Les plus observateurs noteront qu’il y a trois bouteilles sur la photo. C’est parce que j’hésite à vous parler d’Ondine. C’est trop bon.

Grenache gris et blanc, + muscat d’alexandrie, et voilà ce qu’on appelle une petite tuerie.

Les grenaches ont un peu une tendance à l’oxy, donc je contrarie pas leurs natures.

J’aime assez l’idée du vigneron « accompagnant » plutôt que domestiquant. Même si je me doute bien qu’il y a un peu de poésie là-dedans, qu’on ne peut pas n’être qu’un magicien, qu’il faut aussi une vraie ligne forte, une rigueur.

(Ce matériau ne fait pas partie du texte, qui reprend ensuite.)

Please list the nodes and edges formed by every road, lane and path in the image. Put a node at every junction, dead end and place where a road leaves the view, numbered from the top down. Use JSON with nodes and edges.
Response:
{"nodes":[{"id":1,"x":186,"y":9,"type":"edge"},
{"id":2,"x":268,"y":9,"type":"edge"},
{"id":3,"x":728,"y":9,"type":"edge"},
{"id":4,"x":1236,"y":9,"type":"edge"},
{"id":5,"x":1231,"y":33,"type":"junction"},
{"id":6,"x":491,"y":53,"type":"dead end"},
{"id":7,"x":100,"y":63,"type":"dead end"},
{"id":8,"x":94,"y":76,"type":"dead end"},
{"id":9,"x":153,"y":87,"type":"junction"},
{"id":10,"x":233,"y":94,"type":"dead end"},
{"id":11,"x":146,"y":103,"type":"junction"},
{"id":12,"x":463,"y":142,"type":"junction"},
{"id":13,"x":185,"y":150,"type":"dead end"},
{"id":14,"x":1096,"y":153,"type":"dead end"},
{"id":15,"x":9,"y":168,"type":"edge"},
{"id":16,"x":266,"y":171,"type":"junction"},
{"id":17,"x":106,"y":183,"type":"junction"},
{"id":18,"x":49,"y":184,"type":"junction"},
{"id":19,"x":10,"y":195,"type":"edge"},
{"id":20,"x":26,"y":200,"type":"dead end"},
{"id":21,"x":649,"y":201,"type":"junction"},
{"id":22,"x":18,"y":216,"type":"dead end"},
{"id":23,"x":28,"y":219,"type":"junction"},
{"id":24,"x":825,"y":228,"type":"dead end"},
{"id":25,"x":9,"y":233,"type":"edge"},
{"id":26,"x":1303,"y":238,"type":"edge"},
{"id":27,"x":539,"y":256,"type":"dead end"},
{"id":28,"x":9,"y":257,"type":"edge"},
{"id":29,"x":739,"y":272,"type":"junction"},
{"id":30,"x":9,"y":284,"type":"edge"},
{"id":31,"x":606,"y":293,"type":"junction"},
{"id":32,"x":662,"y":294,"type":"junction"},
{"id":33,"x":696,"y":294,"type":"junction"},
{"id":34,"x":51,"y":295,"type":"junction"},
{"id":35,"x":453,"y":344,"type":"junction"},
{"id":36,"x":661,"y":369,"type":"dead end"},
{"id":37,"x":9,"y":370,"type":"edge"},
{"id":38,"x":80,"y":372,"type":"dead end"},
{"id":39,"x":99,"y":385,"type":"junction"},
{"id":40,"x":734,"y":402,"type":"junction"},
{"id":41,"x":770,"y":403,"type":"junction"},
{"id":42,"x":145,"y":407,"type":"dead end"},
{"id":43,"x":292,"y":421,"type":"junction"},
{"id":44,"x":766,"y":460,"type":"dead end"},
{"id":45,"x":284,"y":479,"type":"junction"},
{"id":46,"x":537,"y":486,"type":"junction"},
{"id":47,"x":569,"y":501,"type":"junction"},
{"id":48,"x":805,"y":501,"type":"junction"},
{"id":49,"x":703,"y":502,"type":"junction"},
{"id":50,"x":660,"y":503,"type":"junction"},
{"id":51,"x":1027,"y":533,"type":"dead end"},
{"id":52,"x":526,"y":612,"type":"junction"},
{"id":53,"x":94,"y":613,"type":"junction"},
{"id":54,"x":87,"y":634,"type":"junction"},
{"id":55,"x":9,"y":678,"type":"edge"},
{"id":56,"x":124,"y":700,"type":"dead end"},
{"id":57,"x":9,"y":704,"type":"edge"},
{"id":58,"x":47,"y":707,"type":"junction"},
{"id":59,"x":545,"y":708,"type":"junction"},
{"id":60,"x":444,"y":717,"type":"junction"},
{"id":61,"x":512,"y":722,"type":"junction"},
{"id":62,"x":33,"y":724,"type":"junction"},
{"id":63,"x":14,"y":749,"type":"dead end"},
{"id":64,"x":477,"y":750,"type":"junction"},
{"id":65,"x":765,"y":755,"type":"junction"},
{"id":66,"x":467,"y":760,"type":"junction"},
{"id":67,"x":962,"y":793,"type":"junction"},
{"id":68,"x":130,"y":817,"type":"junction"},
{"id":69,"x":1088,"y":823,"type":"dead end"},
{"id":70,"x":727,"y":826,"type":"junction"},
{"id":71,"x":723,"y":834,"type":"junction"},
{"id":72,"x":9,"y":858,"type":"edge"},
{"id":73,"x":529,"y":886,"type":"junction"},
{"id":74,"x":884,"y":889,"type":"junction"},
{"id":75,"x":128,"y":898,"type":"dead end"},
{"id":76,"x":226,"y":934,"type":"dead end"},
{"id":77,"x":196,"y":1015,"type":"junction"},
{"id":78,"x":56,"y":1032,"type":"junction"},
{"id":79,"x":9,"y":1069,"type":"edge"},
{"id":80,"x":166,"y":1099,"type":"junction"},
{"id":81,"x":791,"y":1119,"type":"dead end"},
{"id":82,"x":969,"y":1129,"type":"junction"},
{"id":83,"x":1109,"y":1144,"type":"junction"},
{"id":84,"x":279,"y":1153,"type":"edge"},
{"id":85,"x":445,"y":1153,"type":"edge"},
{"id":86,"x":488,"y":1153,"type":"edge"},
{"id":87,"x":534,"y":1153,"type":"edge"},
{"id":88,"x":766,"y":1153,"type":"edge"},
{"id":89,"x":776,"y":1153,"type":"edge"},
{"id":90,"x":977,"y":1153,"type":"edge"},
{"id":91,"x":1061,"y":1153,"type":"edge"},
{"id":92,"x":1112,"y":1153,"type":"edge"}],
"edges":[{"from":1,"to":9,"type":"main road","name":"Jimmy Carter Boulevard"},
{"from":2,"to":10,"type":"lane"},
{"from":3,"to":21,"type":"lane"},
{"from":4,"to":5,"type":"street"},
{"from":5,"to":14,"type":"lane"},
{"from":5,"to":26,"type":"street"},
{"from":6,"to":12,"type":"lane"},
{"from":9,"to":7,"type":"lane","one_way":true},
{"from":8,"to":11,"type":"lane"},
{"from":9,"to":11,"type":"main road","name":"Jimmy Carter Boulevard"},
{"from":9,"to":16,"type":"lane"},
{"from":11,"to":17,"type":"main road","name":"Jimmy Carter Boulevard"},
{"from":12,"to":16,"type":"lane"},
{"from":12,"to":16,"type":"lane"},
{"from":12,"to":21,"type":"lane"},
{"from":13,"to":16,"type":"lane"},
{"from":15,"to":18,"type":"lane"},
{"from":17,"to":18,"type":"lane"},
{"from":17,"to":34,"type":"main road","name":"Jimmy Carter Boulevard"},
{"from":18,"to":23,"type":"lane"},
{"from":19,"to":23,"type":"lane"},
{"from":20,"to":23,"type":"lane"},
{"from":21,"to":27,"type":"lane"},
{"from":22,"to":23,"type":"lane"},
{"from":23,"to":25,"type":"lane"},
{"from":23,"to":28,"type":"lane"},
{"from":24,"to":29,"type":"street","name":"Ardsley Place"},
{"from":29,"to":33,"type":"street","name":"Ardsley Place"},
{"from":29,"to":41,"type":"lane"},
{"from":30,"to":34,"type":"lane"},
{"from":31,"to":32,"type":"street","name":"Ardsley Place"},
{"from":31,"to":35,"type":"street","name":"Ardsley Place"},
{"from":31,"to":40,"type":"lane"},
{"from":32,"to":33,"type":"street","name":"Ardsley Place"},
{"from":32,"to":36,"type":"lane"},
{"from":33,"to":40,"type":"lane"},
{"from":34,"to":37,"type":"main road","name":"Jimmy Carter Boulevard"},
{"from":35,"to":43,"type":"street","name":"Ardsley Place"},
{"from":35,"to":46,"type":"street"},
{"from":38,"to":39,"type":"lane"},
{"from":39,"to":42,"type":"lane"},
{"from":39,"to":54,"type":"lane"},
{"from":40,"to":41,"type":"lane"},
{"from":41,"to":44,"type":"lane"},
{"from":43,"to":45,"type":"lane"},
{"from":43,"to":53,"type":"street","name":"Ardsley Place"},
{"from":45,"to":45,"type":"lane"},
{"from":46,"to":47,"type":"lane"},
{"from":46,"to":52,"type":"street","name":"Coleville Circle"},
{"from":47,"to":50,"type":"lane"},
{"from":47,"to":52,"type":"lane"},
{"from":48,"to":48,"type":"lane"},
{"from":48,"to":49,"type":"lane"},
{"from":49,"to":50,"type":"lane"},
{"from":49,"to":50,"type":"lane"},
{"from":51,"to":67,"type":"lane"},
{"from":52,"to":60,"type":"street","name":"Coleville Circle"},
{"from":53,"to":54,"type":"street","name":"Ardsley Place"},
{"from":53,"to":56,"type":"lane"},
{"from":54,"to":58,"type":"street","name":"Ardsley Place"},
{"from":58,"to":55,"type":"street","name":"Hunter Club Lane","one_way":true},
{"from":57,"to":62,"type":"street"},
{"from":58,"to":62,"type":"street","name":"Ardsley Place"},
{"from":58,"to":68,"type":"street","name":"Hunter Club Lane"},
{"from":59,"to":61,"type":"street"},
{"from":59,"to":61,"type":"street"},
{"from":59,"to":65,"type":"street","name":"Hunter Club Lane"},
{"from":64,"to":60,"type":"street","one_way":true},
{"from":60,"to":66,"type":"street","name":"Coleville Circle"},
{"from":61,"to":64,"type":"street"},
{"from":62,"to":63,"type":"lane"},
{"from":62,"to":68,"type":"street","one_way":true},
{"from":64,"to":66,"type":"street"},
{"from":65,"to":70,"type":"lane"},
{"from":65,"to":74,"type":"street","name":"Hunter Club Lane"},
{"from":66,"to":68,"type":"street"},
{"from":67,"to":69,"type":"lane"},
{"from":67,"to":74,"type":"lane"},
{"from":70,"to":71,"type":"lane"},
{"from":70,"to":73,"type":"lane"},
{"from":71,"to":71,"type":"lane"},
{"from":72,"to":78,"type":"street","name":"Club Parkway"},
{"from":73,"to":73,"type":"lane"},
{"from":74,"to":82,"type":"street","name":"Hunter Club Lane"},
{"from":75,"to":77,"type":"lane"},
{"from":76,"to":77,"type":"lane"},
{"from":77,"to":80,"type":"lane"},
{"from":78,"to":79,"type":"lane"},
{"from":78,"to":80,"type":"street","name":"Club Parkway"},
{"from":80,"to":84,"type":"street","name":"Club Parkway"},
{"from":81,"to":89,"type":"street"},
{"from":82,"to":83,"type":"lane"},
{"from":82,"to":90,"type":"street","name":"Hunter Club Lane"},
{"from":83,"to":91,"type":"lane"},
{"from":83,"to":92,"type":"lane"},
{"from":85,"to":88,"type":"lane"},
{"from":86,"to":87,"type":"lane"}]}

 Revenons à notre ondine: un nez où pointe un peu d’oxy, oui, de l’amande fraiche, mais pas que. Imagine que dans un verger, tu renifles tout ce qu’il y a autour de toi. T’as un petit vent qui te caresse les narines, t’as les mollets chatouillés, complètement printemps. Puis plus tard, la bouche: tu croques dans un jona, jus dégoulinant sur le menton. En même temps, un panier d’amandes à proximité: croc-croc. Te voilà au moins en deux saisons, en deux gorgées. C’est pas joli ça? (pour faire un beau commentaire de gens du vin, on dirait que ce vin est complet, avec un nez fruité malgré un poil d’oxydatif, que la bouche est bien construite, privilégiant le fruit, mettant en avant la gourmandise, avec une fraicheur bien équilibrée, et une finale persistante).

Anybref: miom!

Voilà, ce sera tout pour le moment.

Et à tous ceux qui me souhaitent déjà un bon week-end pascal: je m’appelle Sand, ho!

 **adeptes du premier degré, passez votre chemin, j’ai déjà donné.